WHAT IS EXPECTED:
Should the entries contain pictures, leave them out and return exactly the lines from the first through the line holding "middle mcp: (219, 182)".

Images with keypoint coordinates:
>>>>
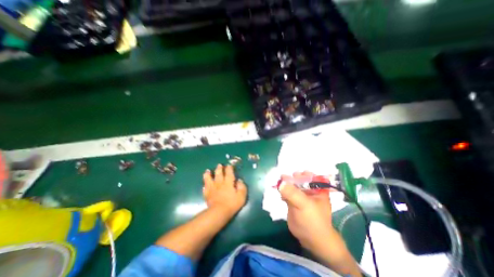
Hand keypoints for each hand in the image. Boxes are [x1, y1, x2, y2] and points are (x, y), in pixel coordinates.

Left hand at [202, 165, 246, 216]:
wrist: (219, 212)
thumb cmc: (232, 204)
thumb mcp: (242, 196)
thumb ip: (242, 187)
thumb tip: (239, 181)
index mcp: (228, 182)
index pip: (229, 172)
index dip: (229, 168)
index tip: (229, 165)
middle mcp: (219, 182)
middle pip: (218, 173)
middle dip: (219, 168)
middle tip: (219, 165)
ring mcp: (212, 188)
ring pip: (209, 178)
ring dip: (208, 174)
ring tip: (208, 171)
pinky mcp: (207, 194)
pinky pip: (205, 187)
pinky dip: (205, 184)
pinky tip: (204, 184)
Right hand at [280, 172, 332, 249]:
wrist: (311, 239)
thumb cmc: (313, 220)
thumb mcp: (304, 205)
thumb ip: (292, 193)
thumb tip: (280, 182)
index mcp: (317, 188)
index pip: (310, 175)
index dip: (302, 174)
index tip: (294, 176)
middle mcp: (309, 189)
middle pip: (299, 179)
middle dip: (291, 178)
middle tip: (284, 179)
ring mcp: (300, 195)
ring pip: (292, 185)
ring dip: (285, 184)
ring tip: (279, 184)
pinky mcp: (293, 201)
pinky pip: (287, 192)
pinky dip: (282, 191)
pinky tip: (280, 194)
<<<<
RESPONSE FOR THIS EXERCISE:
Hand keypoints for each hand in the image. Boxes are [x1, y1, x2, y2] and points are (x, y), in pixel coordinates.

Left hand at [202, 165, 246, 216]:
wrist: (219, 212)
thumb cmc: (232, 204)
thumb mcp: (242, 196)
thumb ip: (242, 187)
thumb tip: (239, 181)
index mcp: (228, 182)
index pip: (229, 172)
index dip: (229, 168)
index tip: (229, 165)
middle mcp: (219, 182)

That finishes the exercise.